TASK REQUIREMENTS — From top to bottom, retype the data exactly, passing over any picture.

[THE DATA Boundary: Start]

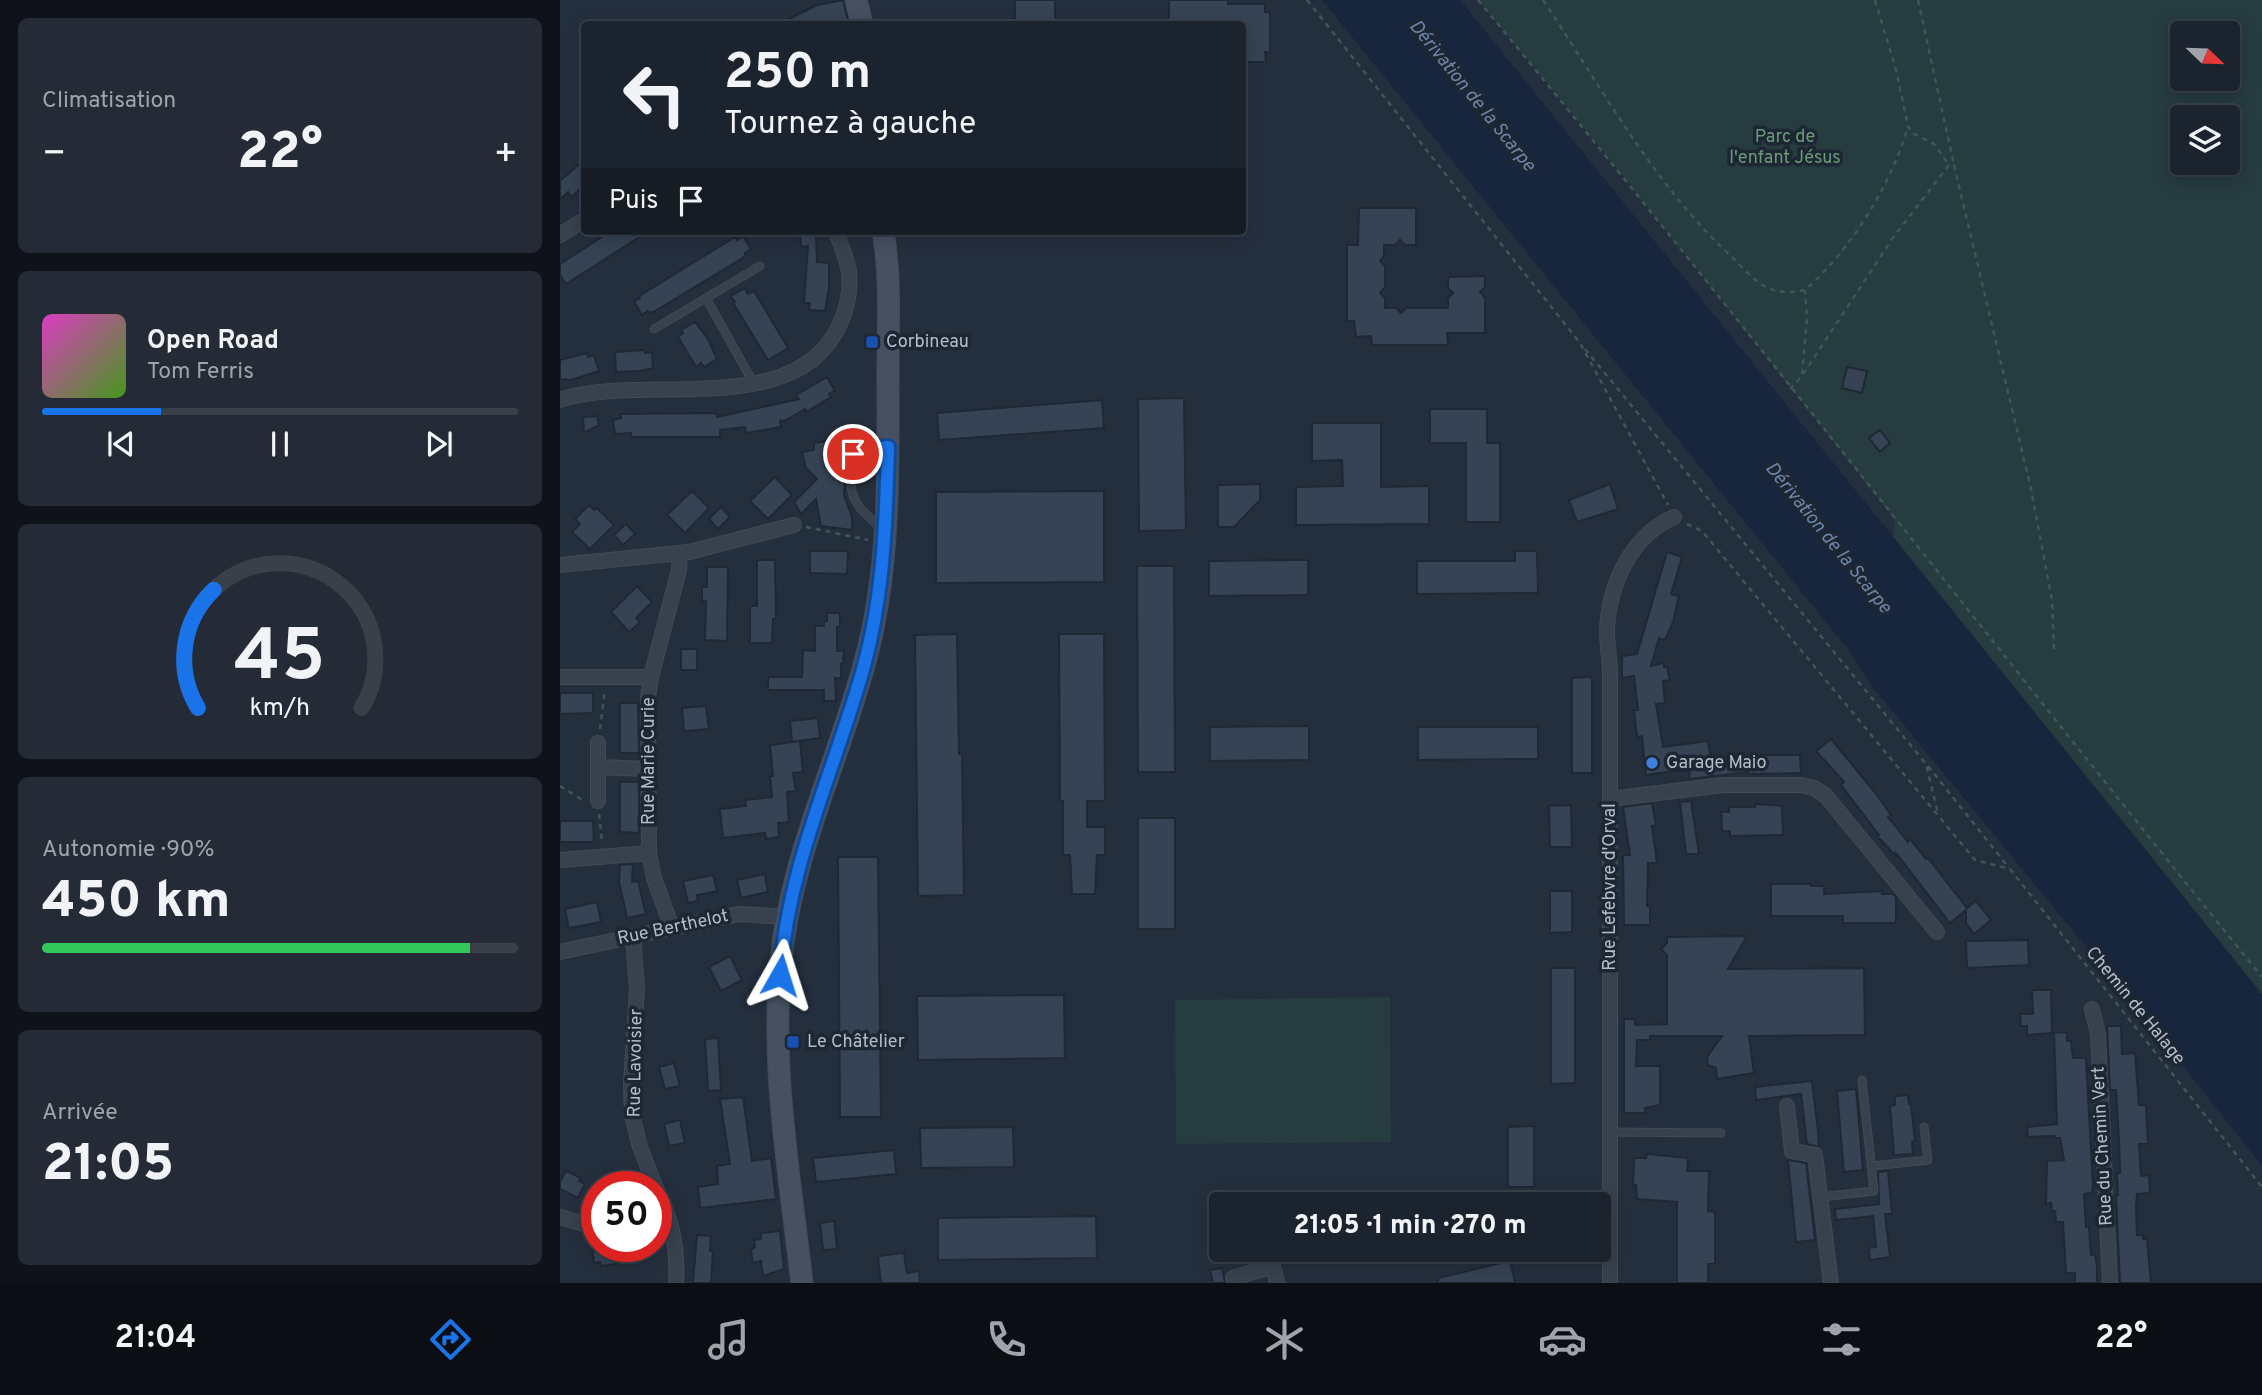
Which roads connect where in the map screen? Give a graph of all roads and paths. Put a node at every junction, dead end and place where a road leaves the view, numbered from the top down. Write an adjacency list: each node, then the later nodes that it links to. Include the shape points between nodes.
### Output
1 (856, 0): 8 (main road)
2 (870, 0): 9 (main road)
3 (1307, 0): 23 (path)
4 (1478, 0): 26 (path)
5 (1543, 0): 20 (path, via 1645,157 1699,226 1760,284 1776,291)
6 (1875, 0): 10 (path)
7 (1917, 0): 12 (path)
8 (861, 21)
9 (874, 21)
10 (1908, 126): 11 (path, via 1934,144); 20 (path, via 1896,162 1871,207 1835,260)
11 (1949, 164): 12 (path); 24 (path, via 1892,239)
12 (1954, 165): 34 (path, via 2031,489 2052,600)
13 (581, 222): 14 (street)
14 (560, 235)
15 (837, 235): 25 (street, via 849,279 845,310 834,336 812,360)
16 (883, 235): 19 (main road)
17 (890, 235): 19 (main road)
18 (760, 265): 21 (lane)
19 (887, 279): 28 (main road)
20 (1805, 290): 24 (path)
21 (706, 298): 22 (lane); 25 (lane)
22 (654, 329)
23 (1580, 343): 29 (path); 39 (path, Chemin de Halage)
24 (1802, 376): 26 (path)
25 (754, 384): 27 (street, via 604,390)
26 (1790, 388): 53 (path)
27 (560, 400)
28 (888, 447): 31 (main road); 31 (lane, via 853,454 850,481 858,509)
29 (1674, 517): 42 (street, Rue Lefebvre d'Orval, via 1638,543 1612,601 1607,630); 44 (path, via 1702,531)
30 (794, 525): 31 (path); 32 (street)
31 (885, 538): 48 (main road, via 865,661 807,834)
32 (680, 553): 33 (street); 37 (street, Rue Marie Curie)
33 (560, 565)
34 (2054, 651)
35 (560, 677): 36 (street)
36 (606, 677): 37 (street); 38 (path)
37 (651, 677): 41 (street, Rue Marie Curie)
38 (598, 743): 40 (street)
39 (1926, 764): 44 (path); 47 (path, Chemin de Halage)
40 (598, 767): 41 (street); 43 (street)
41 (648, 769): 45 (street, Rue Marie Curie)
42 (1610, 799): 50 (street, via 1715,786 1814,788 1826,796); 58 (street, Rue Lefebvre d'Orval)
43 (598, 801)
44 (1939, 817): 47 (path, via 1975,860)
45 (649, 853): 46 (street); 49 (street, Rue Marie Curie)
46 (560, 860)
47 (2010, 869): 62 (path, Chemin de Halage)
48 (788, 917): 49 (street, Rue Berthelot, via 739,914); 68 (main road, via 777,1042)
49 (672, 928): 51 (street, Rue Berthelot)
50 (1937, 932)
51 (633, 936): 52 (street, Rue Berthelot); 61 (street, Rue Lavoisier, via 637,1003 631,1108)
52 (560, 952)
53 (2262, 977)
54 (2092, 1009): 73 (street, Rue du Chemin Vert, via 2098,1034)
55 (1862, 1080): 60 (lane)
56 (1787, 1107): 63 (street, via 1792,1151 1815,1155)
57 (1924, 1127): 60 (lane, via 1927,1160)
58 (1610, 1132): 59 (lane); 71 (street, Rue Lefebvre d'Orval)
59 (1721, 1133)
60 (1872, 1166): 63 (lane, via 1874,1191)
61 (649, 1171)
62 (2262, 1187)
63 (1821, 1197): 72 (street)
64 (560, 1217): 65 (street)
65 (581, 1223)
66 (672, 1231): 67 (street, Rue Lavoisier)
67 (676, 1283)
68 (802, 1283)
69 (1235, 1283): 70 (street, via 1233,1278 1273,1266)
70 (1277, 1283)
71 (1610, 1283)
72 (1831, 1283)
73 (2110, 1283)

[THE DATA Boundary: End]

ANSWER TO THE PROBLEM —
Which roads connect where in the map screen? Give a graph of all roads and paths. Put a node at every junction, dead end and place where a road leaves the view, numbered from the top down. Write an adjacency list: each node, then the later nodes that it links to. Include the shape points between nodes.
### Output
1 (856, 0): 8 (main road)
2 (870, 0): 9 (main road)
3 (1307, 0): 23 (path)
4 (1478, 0): 26 (path)
5 (1543, 0): 20 (path, via 1645,157 1699,226 1760,284 1776,291)
6 (1875, 0): 10 (path)
7 (1917, 0): 12 (path)
8 (861, 21)
9 (874, 21)
10 (1908, 126): 11 (path, via 1934,144); 20 (path, via 1896,162 1871,207 1835,260)
11 (1949, 164): 12 (path); 24 (path, via 1892,239)
12 (1954, 165): 34 (path, via 2031,489 2052,600)
13 (581, 222): 14 (street)
14 (560, 235)
15 (837, 235): 25 (street, via 849,279 845,310 834,336 812,360)
16 (883, 235): 19 (main road)
17 (890, 235): 19 (main road)
18 (760, 265): 21 (lane)
19 (887, 279): 28 (main road)
20 (1805, 290): 24 (path)
21 (706, 298): 22 (lane); 25 (lane)
22 (654, 329)
23 (1580, 343): 29 (path); 39 (path, Chemin de Halage)
24 (1802, 376): 26 (path)
25 (754, 384): 27 (street, via 604,390)
26 (1790, 388): 53 (path)
27 (560, 400)
28 (888, 447): 31 (main road); 31 (lane, via 853,454 850,481 858,509)
29 (1674, 517): 42 (street, Rue Lefebvre d'Orval, via 1638,543 1612,601 1607,630); 44 (path, via 1702,531)
30 (794, 525): 31 (path); 32 (street)
31 (885, 538): 48 (main road, via 865,661 807,834)
32 (680, 553): 33 (street); 37 (street, Rue Marie Curie)
33 (560, 565)
34 (2054, 651)
35 (560, 677): 36 (street)
36 (606, 677): 37 (street); 38 (path)
37 (651, 677): 41 (street, Rue Marie Curie)
38 (598, 743): 40 (street)
39 (1926, 764): 44 (path); 47 (path, Chemin de Halage)
40 (598, 767): 41 (street); 43 (street)
41 (648, 769): 45 (street, Rue Marie Curie)
42 (1610, 799): 50 (street, via 1715,786 1814,788 1826,796); 58 (street, Rue Lefebvre d'Orval)
43 (598, 801)
44 (1939, 817): 47 (path, via 1975,860)
45 (649, 853): 46 (street); 49 (street, Rue Marie Curie)
46 (560, 860)
47 (2010, 869): 62 (path, Chemin de Halage)
48 (788, 917): 49 (street, Rue Berthelot, via 739,914); 68 (main road, via 777,1042)
49 (672, 928): 51 (street, Rue Berthelot)
50 (1937, 932)
51 (633, 936): 52 (street, Rue Berthelot); 61 (street, Rue Lavoisier, via 637,1003 631,1108)
52 (560, 952)
53 (2262, 977)
54 (2092, 1009): 73 (street, Rue du Chemin Vert, via 2098,1034)
55 (1862, 1080): 60 (lane)
56 (1787, 1107): 63 (street, via 1792,1151 1815,1155)
57 (1924, 1127): 60 (lane, via 1927,1160)
58 (1610, 1132): 59 (lane); 71 (street, Rue Lefebvre d'Orval)
59 (1721, 1133)
60 (1872, 1166): 63 (lane, via 1874,1191)
61 (649, 1171)
62 (2262, 1187)
63 (1821, 1197): 72 (street)
64 (560, 1217): 65 (street)
65 (581, 1223)
66 (672, 1231): 67 (street, Rue Lavoisier)
67 (676, 1283)
68 (802, 1283)
69 (1235, 1283): 70 (street, via 1233,1278 1273,1266)
70 (1277, 1283)
71 (1610, 1283)
72 (1831, 1283)
73 (2110, 1283)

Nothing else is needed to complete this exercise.